┌─ Provided data
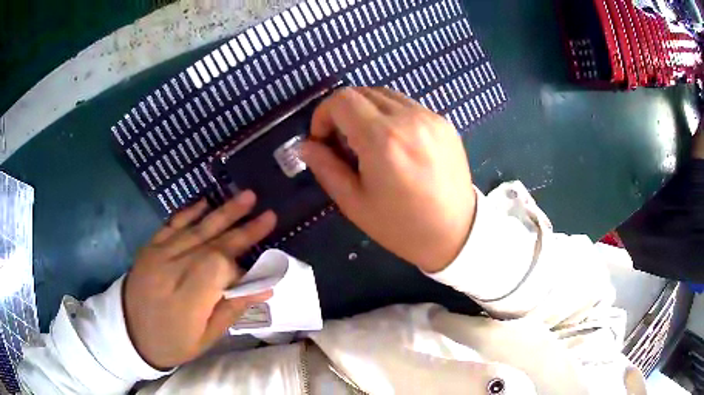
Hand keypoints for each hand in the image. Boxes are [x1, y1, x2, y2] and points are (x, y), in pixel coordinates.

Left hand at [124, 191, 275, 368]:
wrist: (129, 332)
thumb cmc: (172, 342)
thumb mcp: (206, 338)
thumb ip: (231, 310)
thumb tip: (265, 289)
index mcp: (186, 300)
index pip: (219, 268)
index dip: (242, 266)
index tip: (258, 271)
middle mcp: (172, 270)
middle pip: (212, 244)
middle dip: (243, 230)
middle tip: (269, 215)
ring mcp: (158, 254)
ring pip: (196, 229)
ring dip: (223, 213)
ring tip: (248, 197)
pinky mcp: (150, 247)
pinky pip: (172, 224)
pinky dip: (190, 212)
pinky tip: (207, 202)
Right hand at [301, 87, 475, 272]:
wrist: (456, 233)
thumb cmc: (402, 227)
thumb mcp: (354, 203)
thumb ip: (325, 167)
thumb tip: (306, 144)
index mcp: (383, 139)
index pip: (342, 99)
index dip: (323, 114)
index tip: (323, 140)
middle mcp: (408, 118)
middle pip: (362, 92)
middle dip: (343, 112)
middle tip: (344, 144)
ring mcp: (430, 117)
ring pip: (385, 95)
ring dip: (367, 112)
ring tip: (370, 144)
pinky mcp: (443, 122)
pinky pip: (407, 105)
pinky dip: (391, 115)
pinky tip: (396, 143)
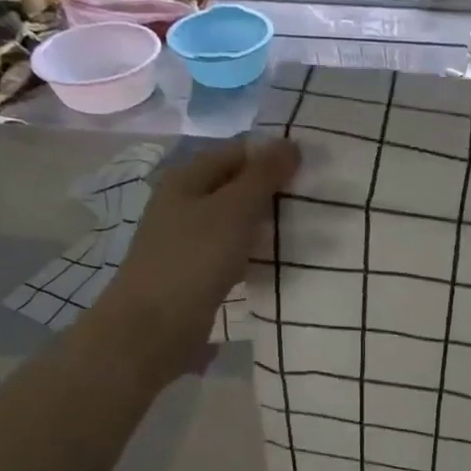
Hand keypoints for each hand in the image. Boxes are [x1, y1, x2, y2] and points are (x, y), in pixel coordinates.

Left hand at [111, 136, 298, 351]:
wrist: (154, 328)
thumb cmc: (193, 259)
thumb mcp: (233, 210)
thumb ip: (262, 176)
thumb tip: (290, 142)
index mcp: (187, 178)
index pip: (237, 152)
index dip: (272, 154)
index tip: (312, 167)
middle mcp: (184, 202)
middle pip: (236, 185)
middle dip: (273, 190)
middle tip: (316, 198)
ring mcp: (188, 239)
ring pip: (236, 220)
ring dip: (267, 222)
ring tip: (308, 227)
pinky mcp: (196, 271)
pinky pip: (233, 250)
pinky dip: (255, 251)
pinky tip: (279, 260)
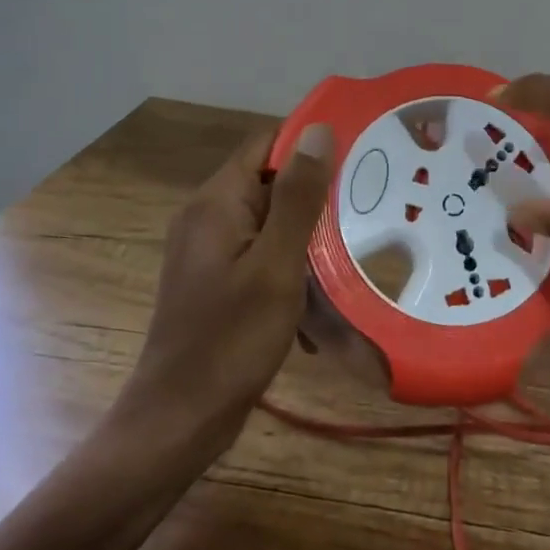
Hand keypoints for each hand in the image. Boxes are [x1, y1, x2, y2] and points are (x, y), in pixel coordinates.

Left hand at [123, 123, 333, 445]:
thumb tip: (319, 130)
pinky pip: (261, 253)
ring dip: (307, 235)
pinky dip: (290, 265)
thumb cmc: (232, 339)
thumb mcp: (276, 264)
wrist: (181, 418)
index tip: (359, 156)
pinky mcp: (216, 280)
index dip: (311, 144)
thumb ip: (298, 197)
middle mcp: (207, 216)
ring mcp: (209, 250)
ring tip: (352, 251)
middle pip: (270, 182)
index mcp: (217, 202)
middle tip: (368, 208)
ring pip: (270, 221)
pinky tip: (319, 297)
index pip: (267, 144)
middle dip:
└─
Read through the entries, then copy every line where the string "Left" is found.

Left hand at [124, 191, 275, 368]:
Left hand at [111, 136, 298, 351]:
Left hand at [123, 123, 333, 445]:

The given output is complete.